Commercial building owners are familiar with the most basic principle of accounting – revenue minus cost equals profits. When costs rise, profits start shrinking. While “R-value” may not be as familiar a term to commercial building owners as “revenue,” it can have an equally critical impact on a company’s bottom line.
Energy is one of the most significant expenses for commercial facilities. Typically, heating and cooling costs represent about 32 percent of a building’s operating budget. As this cost is multiplied over the average 10-to 20-year ownership period, energy expenses rank as a high-priority lifecycle issue – becoming even more significant to owners with multiple retail facilities.
This article will look at important principles of thermal conductance for commercial buildings, examine the structural integrity and efficiency of different construction materials and methods, and discuss how owners can reduce their total cost of ownership by making energy efficiency an important part of the planning process.
Thermal Conductance: How to Measure Effectively
The most important factor in maximizing the energy efficiency of commercial buildings is in the design, materials, and construction of exterior wall systems. But before deciding which materials and wall construction methods will enhance energy savings, owners must first be familiar with thermal calculation techniques.
“R-value” is a unit of measurement that describes the resistance of construction materials to the flow of heat. Unfortunately, some of the most common methods of calculating a building’s energy efficiency using R-values are the least accurate. Here’s why.
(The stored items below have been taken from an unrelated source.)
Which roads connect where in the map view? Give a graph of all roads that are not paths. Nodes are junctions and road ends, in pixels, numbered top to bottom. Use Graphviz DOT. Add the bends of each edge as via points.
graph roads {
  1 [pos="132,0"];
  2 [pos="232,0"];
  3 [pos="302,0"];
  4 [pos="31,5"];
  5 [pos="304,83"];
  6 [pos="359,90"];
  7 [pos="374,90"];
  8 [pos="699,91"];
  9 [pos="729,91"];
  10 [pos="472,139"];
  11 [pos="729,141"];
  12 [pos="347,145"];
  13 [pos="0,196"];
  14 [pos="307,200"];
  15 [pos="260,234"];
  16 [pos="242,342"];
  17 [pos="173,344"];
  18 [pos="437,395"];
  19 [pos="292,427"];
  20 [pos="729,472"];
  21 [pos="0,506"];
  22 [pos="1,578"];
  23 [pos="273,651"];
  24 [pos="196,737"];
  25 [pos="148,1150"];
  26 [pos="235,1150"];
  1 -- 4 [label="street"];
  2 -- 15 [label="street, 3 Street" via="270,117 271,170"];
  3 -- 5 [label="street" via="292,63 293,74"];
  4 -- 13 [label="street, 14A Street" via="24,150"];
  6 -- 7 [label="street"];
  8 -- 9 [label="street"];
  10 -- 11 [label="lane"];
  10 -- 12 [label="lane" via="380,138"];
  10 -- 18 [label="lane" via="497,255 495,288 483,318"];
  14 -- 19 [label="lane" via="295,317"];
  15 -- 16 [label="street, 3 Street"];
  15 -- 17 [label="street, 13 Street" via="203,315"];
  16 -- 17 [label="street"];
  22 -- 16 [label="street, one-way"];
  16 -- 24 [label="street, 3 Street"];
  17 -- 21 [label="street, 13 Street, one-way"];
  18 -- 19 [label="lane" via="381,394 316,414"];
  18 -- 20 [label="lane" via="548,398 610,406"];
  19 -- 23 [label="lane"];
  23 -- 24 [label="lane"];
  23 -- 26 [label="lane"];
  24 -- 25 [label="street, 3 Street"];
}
Heat is transferred in three ways: by conduction, radiation, and convection; however, in all methods, heat flows from warm to cold. In fact, heat transfer is similar to fluid movement in many ways. Because fluids take the path of least resistance, they will usually find a way through almost any material. If a plastic sheet – which is essentially impermeable – has a pinprick in it, water will flow through the pinprick as fast as the hole will allow. The permeability of that sheet, in essence, becomes the same as the permeability of the pinprick, rendering the permeability of the plastic unimportant. In the same way, heat will find the path of least resistance and the R-value of the wall approaches that of the least insulating portion of the wall. Failure to recognize this can lead to inaccuracies in a building’s R-value.
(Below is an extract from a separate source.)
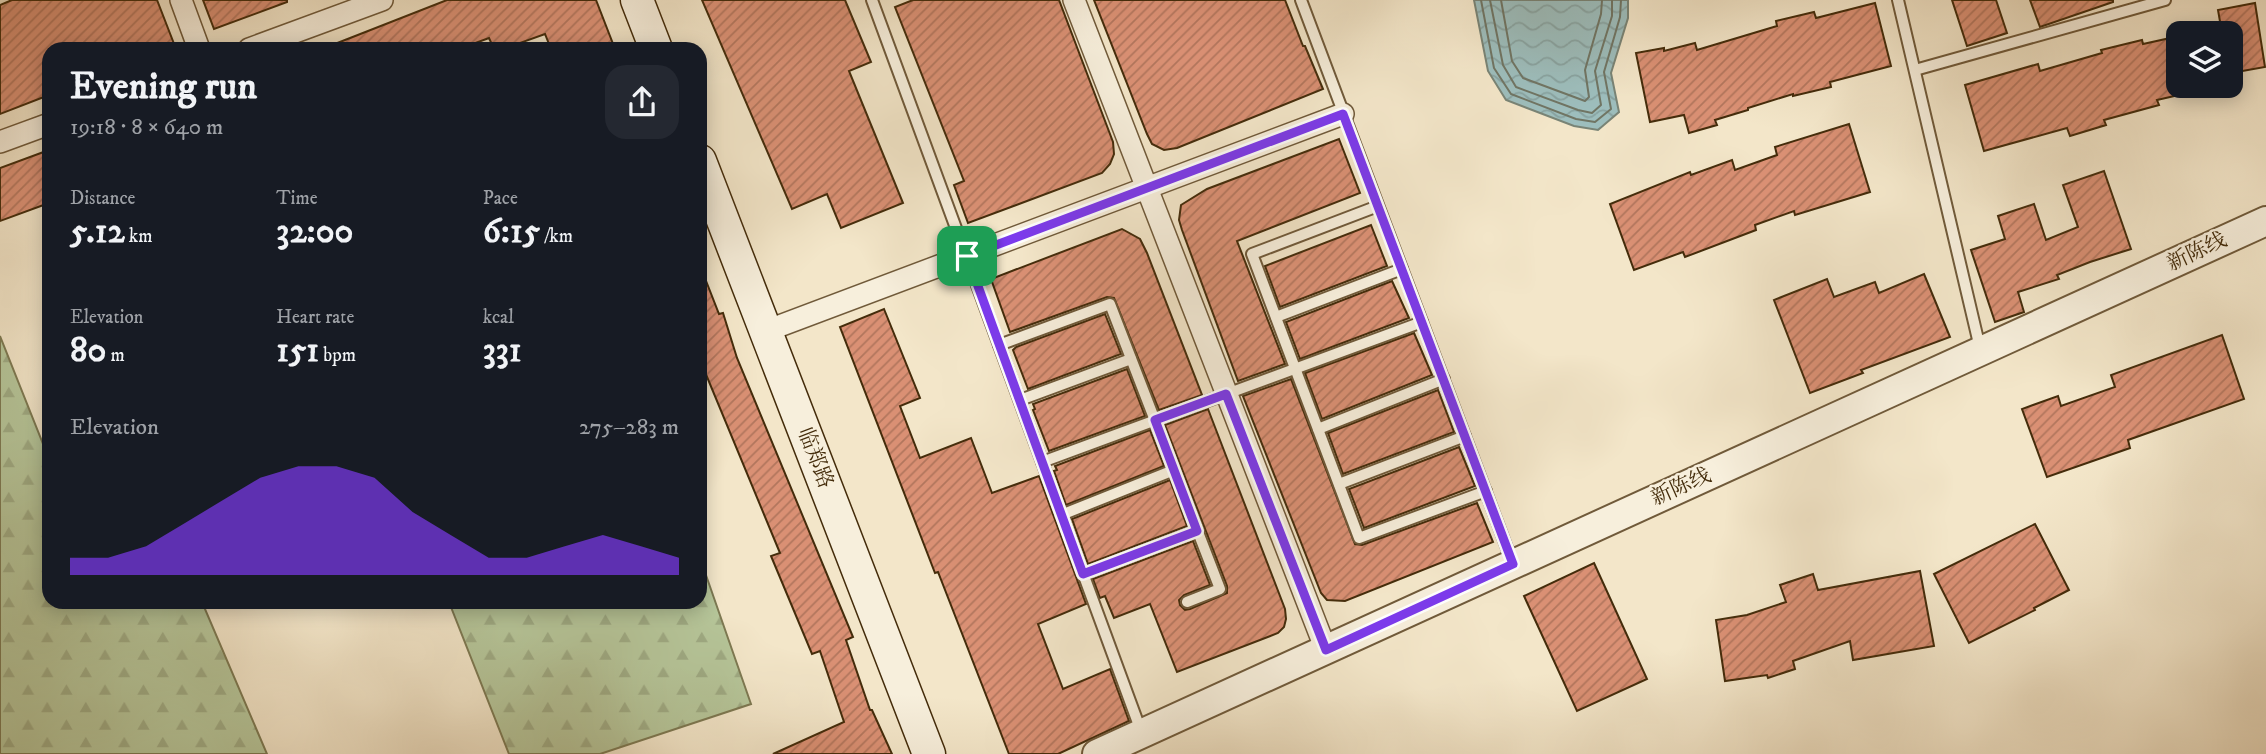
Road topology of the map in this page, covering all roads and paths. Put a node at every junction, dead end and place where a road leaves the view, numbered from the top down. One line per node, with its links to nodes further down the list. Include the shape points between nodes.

The most common method of calculating R-values for wall systems is to add the R-values of all the materials that make up the panel. For example, with a wall panel that has a three-inch layer of concrete, a two-inch layer of foam, and another three-inch layer of concrete, the total R-value would simply be the combined R-value of all the materials. This method assumes a steady-state heat flow, in which the difference in temperature across all material layers is steady at all times.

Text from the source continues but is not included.